I am using Seq2SeqTrainer to lora finetune madlad 3b model using my own dataset.
When I run trainer.evaluate()
, the evaluation loss is not printing.
Code:
output_dir = "madlad_run_5"
training_args = Seq2SeqTrainingArguments(
output_dir,
per_device_train_batch_size=32,
# per_device_eval_batch_size=2,
num_train_epochs=1,
# max_steps=1000,
# gradient_accumulation_steps=8,
bf16=True,
torch_compile=True,
# gradient_checkpointing=True,
# torch_empty_cache_steps=10,
learning_rate=3e-4,
lr_scheduler_type="cosine",
weight_decay=0.00001,
warmup_ratio=0.1,
report_to="tensorboard",
logging_dir=f"{output_dir}/tensorboard_logs",
logging_first_step=True,
logging_steps=1,
save_strategy="epoch",
# save_steps=1000,
save_total_limit=1,
eval_strategy="steps",
eval_steps=5,
include_for_metrics=["loss"],
# batch_eval_metrics=True,
optim="paged_adamw_32bit",
dataloader_pin_memory=True, # optimization
dataloader_num_workers=4,
# eval_on_start=True,
)
trainer = Seq2SeqTrainer(
peft_model,
args=training_args,
train_dataset=train_dataset,
eval_dataset=test_dataset,
data_collator=DataCollatorForSeq2Seq(tokenizer=tokenizer, model=model),
# compute_metrics=compute_metrics,
# callbacks=[eval_loss_callback] # Add custom callback
)
eval_results = trainer.evaluate()
print(eval_results)
# trainer.train()
# peft_model.save_pretrained("madlad_run_2_lora_ckpt")
Output:
{'eval_runtime': 10.9764, 'eval_samples_per_second': 9.11, 'eval_steps_per_second': 0.456}
I want to get the evaluation loss also.
Some extra context:
I am using tensorboard for logging and in the initial training runs, I was not getting the evaluation loss also in the logs. So I tried some solutions like adding callbacks, compute_metrics
function, etc but the evaluation loss was still not coming.

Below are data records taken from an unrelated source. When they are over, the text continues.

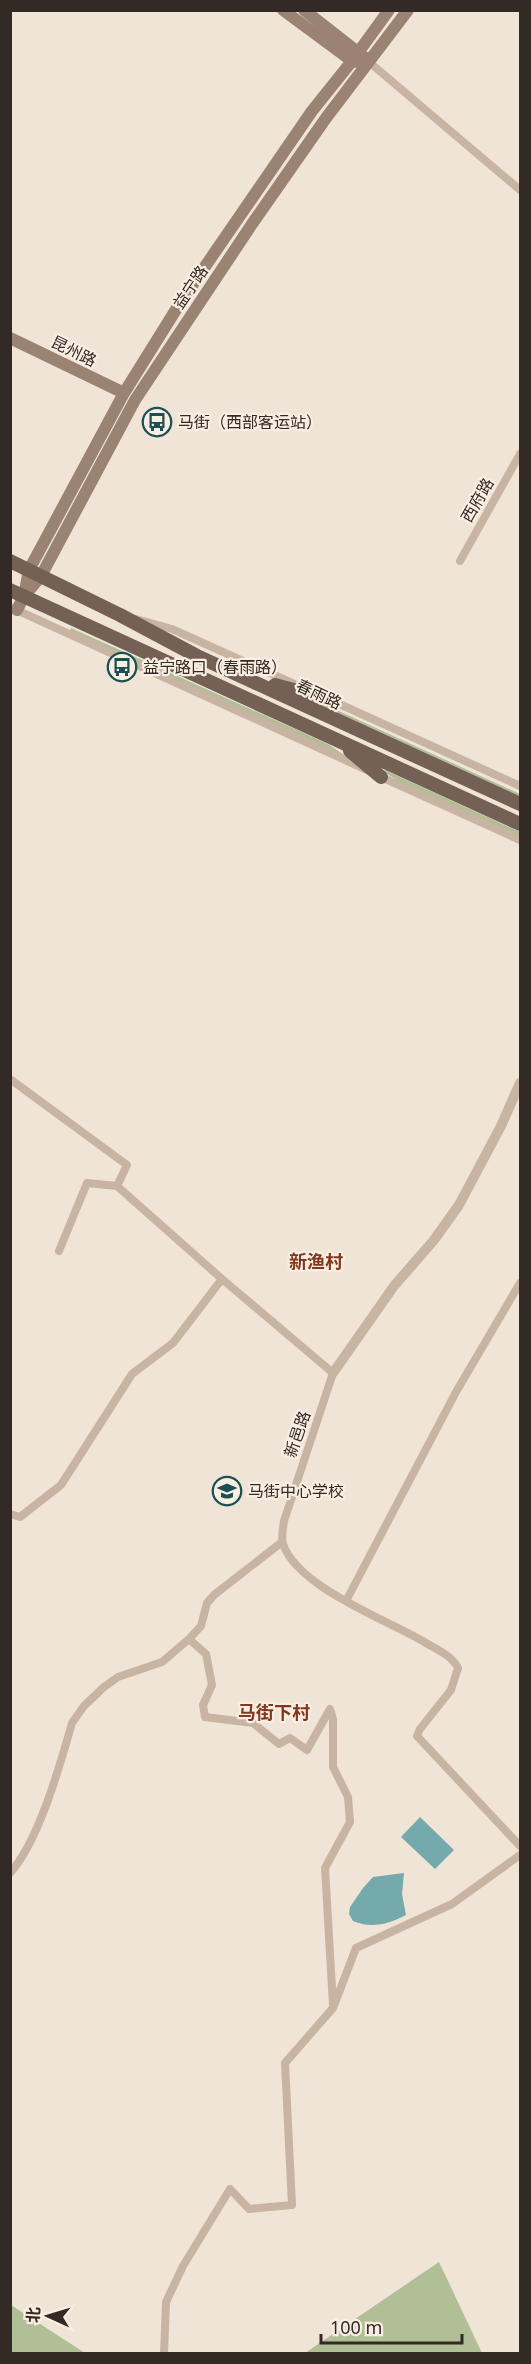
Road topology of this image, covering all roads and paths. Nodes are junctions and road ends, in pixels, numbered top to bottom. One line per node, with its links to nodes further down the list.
1 (283, 10): 5 (main road)
2 (304, 10): 5 (main road)
3 (389, 10): 5 (main road, 益宁路)
4 (408, 10): 6 (main road, 益宁路)
5 (356, 56): 6 (main road); 9 (main road, 益宁路)
6 (369, 62): 7 (street); 13 (main road, 益宁路)
7 (520, 190)
8 (10, 338): 9 (main road, 昆州路)
9 (124, 393): 13 (main road, 益宁路)
10 (520, 454): 12 (street, 西府路)
11 (10, 561): 13 (main road, 春雨路)
12 (460, 561)
13 (35, 573): 15 (main road, 益宁路); 17 (main road, 春雨路)
14 (10, 590): 15 (main road, 春雨路)
15 (24, 596): 16 (main road, 益宁路); 20 (main road, 春雨路)
16 (14, 609): 21 (street)
17 (120, 615): 18 (main road, 春雨路); 19 (street)
18 (237, 675): 19 (main road); 23 (main road, 春雨路)
19 (328, 699): 22 (street)
20 (337, 740): 21 (main road); 24 (main road, 春雨路)
21 (381, 777): 25 (street)
22 (520, 786)
23 (520, 804)
24 (520, 824)
25 (520, 840)
26 (10, 1078): 28 (street)
27 (520, 1083): 32 (street, 新邑路)
28 (117, 1186): 29 (street); 30 (street)
29 (59, 1251)
30 (222, 1279): 32 (street); 33 (street)
31 (520, 1283): 35 (street)
32 (333, 1373): 34 (street, 新邑路)
33 (10, 1514)
34 (282, 1542): 35 (street); 36 (street)
35 (346, 1600): 37 (street)
36 (189, 1639): 39 (street); 40 (street)
37 (520, 1846)
38 (520, 1856): 40 (street)
39 (10, 1873)
40 (333, 2008): 41 (street)
41 (164, 2354)

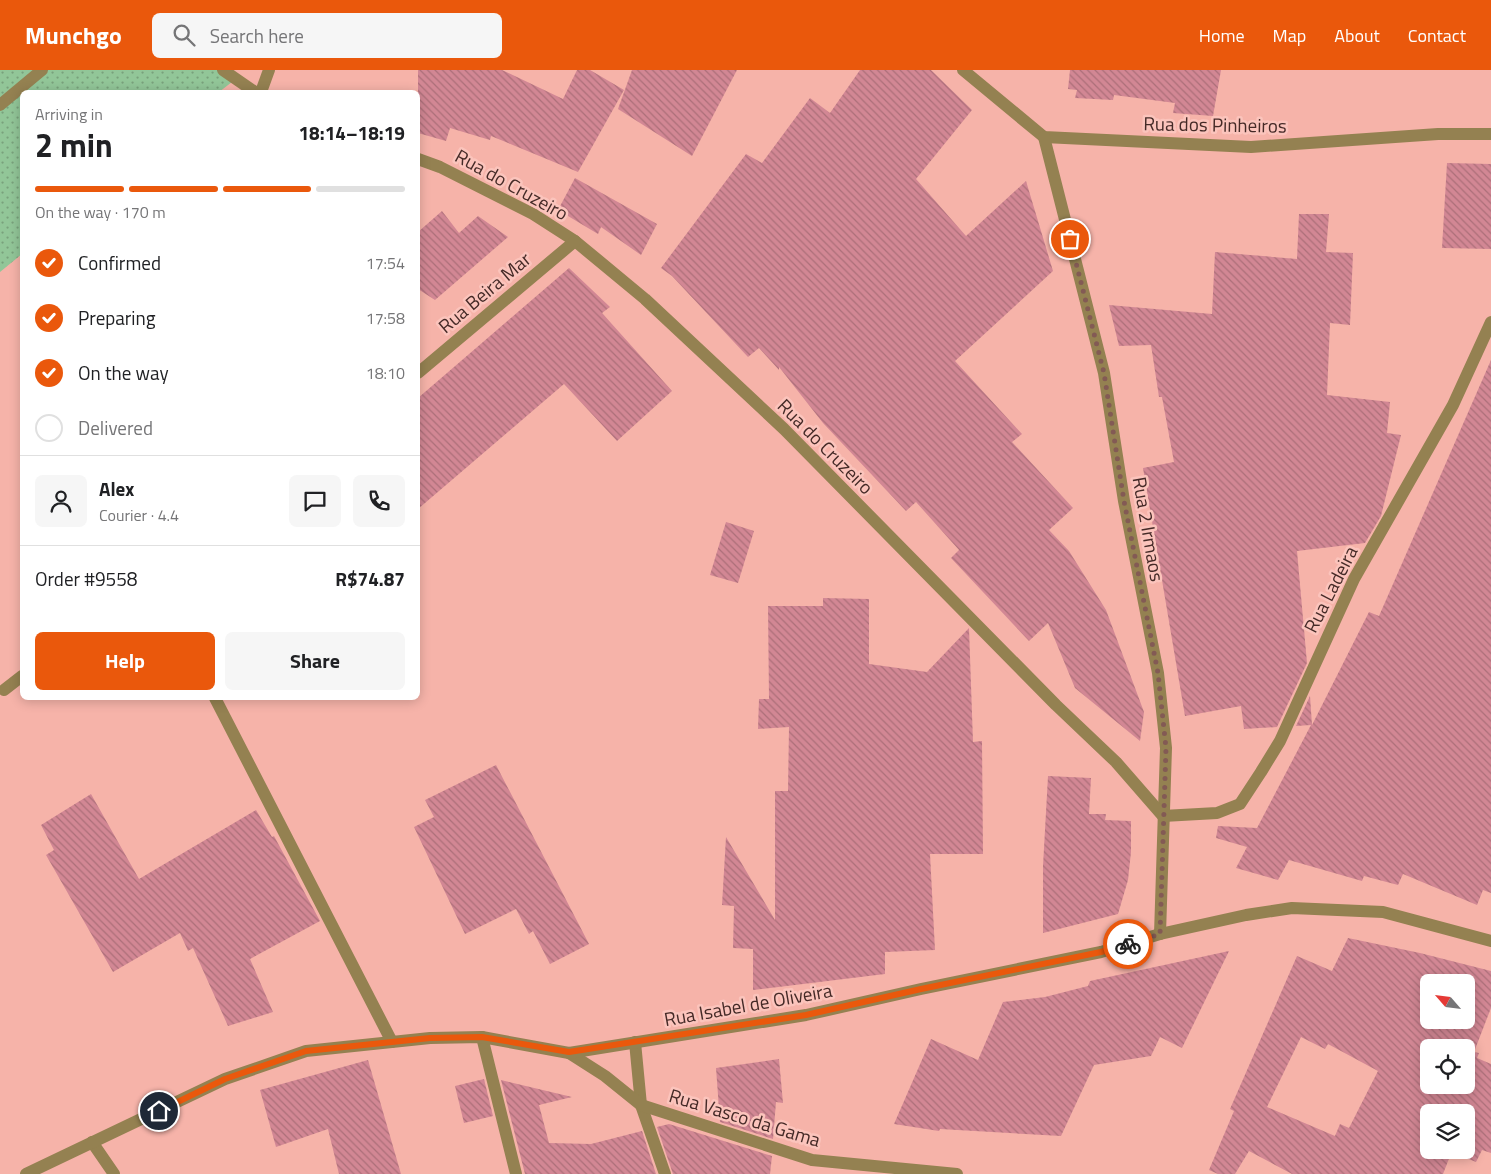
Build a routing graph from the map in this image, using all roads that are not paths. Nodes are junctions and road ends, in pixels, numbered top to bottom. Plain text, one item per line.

Then I tried to directly run trainer.evaluate()
but here also evaluation loss was missing.
How to get the evaluation loss also when the model is evaluated during training i.e. in the evaluation logs and in trainer.evaluate()
?
System configuration:
- `transformers` version: 4.48.3
- Platform: Linux-5.15.0-127-generic-x86_64-with-glibc2.35
- Python version: 3.10.16
- Huggingface_hub version: 0.28.1
- Safetensors version: 0.5.2
- Accelerate version: 1.3.0
- Accelerate config: - compute_environment: LOCAL_MACHINE
- distributed_type: MULTI_GPU
- mixed_precision: no
- use_cpu: False
- debug: False
- num_processes: 3
- machine_rank: 0
- num_machines: 1
- gpu_ids: all
- rdzv_backend: static
- same_network: True
- main_training_function: main
- enable_cpu_affinity: False
- downcast_bf16: no
- tpu_use_cluster: False
- tpu_use_sudo: False
- tpu_env: []
- PyTorch version (GPU?): 2.6.0+cu124 (True)
- Tensorflow version (GPU?): not installed (NA)
- Flax version (CPU?/GPU?/TPU?): not installed (NA)
- Jax version: not installed
- JaxLib version: not installed
- Using distributed or parallel set-up in script?: no
- Using GPU in script?: yes
- GPU type: NVIDIA A40
Let me know if any other information is required. Please resolve this.